Help with Loki Dashboard Setup – Duplicate Fields

michaleObrien · August 26, 2025, 9:48pm

Hi all!
I’m currently trying to set up my first local Loki dashboard with promtail (I know I should use Alloy instead but I wanted to get promtail working first) and wanted to know why my logs have duplicated fields where they have property and property_extracted, it’s causing all my logs to be a little cluttered with fields. I’ve attached what my fields look like in grafana and my current config file is above ^

kennyHarold · August 26, 2025, 10:17pm

https://grafana.com/docs/loki/latest/configure/#limits_config|https://grafana.com/docs/loki/latest/configure/#limits_config
Check
discover_service_name
discover_lof_level

zTakacs · August 26, 2025, 11:00pm

P stands for Parsed, I for Indexed.
Example: You have level=INFO host=Ubuntu msg="Connected to PostgreSQL database" as a log line, and you send it to loki with host as a label. When you will do {host=~".*"} | logfmt , Loki will return you host and host_extracted because your parsing gives a key that is conflicting with your existing indexed keys.

zTakacs · August 26, 2025, 11:57pm

You are not storing duplicated keys, but when you parse, you have conflicts so the number of keys seem to grow. It has no impact on performance

michaleObrien · August 27, 2025, 12:31am

right so in this context if I removed host from my labels in my config file I would only get one key for host?
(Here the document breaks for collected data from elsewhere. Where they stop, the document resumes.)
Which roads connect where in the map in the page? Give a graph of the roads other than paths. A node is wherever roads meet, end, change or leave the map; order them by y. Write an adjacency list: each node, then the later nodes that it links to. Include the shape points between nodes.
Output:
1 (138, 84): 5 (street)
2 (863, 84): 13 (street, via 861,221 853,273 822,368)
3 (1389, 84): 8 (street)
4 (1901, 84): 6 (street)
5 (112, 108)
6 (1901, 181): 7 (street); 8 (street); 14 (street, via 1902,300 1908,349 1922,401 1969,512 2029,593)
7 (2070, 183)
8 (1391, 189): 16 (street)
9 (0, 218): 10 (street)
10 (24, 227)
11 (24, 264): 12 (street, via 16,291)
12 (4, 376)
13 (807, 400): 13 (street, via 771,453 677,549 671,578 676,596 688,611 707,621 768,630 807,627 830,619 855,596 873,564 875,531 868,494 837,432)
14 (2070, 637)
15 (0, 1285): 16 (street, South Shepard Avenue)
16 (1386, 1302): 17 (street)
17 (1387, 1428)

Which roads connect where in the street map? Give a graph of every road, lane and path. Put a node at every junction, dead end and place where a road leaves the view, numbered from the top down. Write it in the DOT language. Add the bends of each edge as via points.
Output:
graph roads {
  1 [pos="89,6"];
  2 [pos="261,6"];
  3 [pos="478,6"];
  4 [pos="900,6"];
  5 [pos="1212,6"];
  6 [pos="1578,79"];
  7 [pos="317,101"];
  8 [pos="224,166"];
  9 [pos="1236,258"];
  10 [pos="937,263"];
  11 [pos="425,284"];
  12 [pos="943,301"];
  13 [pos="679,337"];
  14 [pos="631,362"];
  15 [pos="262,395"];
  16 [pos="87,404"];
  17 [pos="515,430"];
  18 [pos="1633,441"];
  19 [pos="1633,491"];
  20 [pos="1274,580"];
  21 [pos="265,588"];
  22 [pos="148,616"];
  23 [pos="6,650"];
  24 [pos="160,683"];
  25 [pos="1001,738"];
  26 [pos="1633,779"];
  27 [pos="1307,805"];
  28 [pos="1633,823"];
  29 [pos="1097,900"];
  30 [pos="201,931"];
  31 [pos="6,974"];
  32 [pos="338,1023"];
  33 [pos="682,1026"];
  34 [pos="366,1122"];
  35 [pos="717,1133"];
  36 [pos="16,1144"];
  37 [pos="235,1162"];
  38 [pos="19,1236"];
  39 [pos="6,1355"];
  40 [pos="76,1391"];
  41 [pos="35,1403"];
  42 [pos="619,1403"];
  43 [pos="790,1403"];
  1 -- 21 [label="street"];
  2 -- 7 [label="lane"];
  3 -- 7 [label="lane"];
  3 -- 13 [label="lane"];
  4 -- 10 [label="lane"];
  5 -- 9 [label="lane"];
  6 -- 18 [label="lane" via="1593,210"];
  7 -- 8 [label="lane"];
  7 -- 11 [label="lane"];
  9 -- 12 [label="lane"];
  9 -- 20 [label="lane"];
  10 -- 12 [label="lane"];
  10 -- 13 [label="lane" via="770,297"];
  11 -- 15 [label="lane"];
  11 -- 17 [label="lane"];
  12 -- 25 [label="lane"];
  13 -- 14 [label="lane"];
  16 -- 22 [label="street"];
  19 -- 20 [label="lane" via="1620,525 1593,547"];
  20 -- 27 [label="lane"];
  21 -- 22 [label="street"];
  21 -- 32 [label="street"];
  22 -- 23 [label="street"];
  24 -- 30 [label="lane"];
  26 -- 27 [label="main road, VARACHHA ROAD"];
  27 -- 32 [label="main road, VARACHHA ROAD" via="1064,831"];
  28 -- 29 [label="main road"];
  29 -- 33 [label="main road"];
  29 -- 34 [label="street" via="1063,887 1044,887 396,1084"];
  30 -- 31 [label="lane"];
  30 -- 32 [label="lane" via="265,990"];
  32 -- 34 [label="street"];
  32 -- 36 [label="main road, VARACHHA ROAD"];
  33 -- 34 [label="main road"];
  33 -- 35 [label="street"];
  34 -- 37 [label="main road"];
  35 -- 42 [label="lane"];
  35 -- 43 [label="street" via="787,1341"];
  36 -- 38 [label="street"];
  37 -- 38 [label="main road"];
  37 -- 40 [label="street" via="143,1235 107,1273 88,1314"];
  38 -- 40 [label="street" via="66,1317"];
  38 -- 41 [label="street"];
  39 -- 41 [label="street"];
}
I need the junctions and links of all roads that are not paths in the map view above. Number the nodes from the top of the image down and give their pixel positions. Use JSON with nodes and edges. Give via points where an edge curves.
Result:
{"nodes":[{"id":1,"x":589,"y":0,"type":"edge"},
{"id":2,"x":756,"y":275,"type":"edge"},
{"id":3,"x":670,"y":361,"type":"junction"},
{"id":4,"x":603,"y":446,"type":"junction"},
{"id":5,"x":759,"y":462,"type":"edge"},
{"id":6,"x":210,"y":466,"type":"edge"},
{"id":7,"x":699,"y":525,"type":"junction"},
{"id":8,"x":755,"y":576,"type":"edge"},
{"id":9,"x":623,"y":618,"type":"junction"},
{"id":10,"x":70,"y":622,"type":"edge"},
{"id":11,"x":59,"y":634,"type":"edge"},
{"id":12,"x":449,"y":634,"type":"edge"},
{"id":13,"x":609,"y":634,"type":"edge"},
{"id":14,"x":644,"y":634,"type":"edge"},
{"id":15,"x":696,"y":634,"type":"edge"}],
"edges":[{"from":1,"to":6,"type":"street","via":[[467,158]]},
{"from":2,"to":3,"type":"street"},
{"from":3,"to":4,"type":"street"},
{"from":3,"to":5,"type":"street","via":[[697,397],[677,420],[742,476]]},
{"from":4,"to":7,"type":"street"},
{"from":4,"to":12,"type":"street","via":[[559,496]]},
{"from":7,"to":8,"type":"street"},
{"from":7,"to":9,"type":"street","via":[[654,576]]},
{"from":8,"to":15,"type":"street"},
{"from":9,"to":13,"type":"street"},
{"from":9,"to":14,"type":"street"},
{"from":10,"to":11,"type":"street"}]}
Would it therefore be better to keep my labels and remove them from the actual log line instead? If I have it in both the log line and the label that’s what causes this issue?

zTakacs · August 27, 2025, 12:36am

Since it has no incidence on performance, it’s better to keep it this way.

zTakacs · August 27, 2025, 1:15am

Loki’s “ideal” scenario is when you index nothing about what is in the log line. You don’t even read, you just ship it and add labels about where it’s coming from (hostname, filename, cluster name, etc)

zTakacs · August 27, 2025, 1:42am

Now IRL scenarios, it’s never perfect, and you could need to add a label that is either already present in the logline (conflicts) or need to have a details that is already insde

zTakacs · August 27, 2025, 2:13am

So Loki just use this concept of “extracted” if the parsing is giving the same keys, but it has no impact on features or performance

zTakacs · August 27, 2025, 2:23am

You will be happy to have it the day you have a real conflict

michaleObrien · August 27, 2025, 3:06am

Right, so in many logs something like “service” or “env” won’t be parsed and will have to be inferred by labels

zTakacs · August 27, 2025, 4:02am

Exactly !
Real example of why you want to have extracted vs indexed: an app on hostname=my-server-1 logging something like “I received this batch from hostname=my-backend-12”… You will be happy to have a hostname for both where it comes from and what’s inside the log line

michaleObrien · August 27, 2025, 4:03am

Right where does that indexed information come from if it’s not parsed through the log? I thought it was all just doing parsing from text, I guess things like promtail or alloy add this information under the hood before pushing to loki?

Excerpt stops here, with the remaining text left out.